Createspace, 2012, 337pp, buy from Amazon, buy for Kindle
One Hundred Years of Vicissitude
By Andrez Bergen
The narrator, who “suspects he’s a dead man,” undertakes a sake-soaked purgatorial tour through 20th-century Japanese history with a ghostly geisha and a corrupt millionaire. This is the second novel by Melbourne-born Bergen, who is also a journalist, photographer, musician, and DJ.
Perfect Edge Books, 2012, 254pp, buy from Amazon
The 89th Temple
By Charlie Canning
Seven juvenile offenders walk the pilgrim’s route of 88 temples in Shikoku as they consider their future place in society. Billed as “The Seven Samurai meets The Fugitive for young adults,” this is the debut novel of Canning, who taught English for ten years in Japan before enrolling in the creative writing PhD program at the University of Adelaide.

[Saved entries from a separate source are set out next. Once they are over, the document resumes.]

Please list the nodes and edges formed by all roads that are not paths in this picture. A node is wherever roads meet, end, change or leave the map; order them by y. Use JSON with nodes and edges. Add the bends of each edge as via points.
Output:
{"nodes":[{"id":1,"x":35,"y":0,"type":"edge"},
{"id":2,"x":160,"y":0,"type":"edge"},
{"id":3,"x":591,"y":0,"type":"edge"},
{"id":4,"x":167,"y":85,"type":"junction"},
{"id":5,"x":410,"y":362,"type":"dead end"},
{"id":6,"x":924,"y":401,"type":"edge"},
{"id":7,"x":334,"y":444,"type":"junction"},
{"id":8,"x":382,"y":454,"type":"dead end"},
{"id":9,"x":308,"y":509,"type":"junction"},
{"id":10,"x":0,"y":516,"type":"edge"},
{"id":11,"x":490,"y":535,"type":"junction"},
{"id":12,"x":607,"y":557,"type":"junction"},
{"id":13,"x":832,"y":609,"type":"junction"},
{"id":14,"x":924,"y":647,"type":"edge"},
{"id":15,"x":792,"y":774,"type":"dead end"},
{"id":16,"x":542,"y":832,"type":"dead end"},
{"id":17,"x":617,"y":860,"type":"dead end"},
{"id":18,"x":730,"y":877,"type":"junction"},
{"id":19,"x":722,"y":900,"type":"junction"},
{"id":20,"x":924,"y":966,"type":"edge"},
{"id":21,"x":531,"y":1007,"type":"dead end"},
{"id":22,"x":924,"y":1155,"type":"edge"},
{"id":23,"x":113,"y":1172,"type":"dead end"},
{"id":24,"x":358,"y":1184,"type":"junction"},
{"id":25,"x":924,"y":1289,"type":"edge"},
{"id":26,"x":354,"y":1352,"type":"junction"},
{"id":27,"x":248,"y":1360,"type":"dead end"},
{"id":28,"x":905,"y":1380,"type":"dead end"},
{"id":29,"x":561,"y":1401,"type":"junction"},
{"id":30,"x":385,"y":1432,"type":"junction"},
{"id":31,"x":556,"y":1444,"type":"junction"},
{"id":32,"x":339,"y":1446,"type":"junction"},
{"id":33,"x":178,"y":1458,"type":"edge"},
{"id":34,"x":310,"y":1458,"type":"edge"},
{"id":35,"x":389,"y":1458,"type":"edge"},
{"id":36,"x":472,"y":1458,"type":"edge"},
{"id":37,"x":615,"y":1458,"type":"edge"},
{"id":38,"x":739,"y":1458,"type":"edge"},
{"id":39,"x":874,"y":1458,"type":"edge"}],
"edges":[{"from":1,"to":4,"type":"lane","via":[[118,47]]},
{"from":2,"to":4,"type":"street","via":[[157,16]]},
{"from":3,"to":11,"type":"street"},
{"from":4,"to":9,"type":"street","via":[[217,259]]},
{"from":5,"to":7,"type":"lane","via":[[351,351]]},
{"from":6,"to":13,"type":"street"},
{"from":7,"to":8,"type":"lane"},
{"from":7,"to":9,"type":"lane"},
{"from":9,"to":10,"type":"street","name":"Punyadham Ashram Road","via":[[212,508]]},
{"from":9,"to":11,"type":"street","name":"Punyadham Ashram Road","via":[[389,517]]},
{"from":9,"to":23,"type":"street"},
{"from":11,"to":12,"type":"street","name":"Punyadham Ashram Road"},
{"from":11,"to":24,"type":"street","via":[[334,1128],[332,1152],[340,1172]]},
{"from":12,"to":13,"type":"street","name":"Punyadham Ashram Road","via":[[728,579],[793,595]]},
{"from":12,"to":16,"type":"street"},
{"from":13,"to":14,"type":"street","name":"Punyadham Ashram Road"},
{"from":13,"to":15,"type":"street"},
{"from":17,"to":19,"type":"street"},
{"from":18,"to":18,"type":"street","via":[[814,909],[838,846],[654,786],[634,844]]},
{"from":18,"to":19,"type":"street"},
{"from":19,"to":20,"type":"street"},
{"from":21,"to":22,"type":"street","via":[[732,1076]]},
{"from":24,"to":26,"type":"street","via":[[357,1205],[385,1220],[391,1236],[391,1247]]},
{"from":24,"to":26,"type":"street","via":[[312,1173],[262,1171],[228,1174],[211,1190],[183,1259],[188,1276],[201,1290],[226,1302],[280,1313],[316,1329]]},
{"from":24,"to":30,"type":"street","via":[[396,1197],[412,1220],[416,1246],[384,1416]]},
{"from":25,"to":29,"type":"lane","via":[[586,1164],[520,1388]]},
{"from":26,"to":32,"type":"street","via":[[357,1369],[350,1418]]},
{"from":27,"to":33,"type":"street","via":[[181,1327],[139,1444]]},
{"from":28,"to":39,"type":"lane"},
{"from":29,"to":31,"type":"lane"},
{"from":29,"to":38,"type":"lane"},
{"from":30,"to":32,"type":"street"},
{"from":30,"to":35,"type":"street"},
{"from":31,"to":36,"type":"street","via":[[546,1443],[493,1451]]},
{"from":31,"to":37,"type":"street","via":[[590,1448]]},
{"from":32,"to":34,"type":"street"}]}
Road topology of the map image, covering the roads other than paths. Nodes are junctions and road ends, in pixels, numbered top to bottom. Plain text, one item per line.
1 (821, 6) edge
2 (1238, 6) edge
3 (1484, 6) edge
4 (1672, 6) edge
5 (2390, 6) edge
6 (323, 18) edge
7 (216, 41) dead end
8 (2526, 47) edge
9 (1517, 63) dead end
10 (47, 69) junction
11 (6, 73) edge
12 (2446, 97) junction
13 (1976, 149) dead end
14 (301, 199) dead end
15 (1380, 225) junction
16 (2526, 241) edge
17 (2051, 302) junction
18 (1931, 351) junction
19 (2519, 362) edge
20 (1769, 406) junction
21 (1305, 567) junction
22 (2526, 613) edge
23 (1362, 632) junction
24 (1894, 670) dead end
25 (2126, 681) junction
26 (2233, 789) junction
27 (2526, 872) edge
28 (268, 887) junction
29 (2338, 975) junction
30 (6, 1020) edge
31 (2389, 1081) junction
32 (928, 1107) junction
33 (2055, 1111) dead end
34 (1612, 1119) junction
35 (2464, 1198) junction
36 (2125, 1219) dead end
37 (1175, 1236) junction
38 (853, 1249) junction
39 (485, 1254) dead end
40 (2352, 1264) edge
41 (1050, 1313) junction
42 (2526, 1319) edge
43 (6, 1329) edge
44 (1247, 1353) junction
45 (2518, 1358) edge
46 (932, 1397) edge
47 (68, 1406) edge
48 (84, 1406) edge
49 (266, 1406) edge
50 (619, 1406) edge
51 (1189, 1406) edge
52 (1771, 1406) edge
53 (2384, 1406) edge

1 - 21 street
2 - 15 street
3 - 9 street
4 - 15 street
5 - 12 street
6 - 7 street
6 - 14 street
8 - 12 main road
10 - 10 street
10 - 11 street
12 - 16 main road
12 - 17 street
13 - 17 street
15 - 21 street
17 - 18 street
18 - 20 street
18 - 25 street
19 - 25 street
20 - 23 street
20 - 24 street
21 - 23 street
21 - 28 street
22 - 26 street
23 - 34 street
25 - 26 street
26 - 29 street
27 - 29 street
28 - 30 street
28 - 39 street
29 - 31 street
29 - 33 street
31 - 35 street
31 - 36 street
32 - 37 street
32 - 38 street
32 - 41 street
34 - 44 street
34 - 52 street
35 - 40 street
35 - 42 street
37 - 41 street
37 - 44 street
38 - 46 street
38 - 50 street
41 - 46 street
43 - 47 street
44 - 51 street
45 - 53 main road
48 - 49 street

Outskirts Press, 2012, 205pp, buy on Amazon, buy for Kindle
Yamato
By Andrew Clare
Tokyo, 1953. Lieutenant Harvey Brice of US intelligence is found with a bullet in his head, and his discovery promises anything but a routine case for CIA agent Ralph Carnaby. This noir thriller takes in crime and conspiracy during the US occupation in an alternative-history imagining akin to Robert Harris’ Fatherland. Author Clare is a former Royal Marine and works at an international law firm in Tokyo.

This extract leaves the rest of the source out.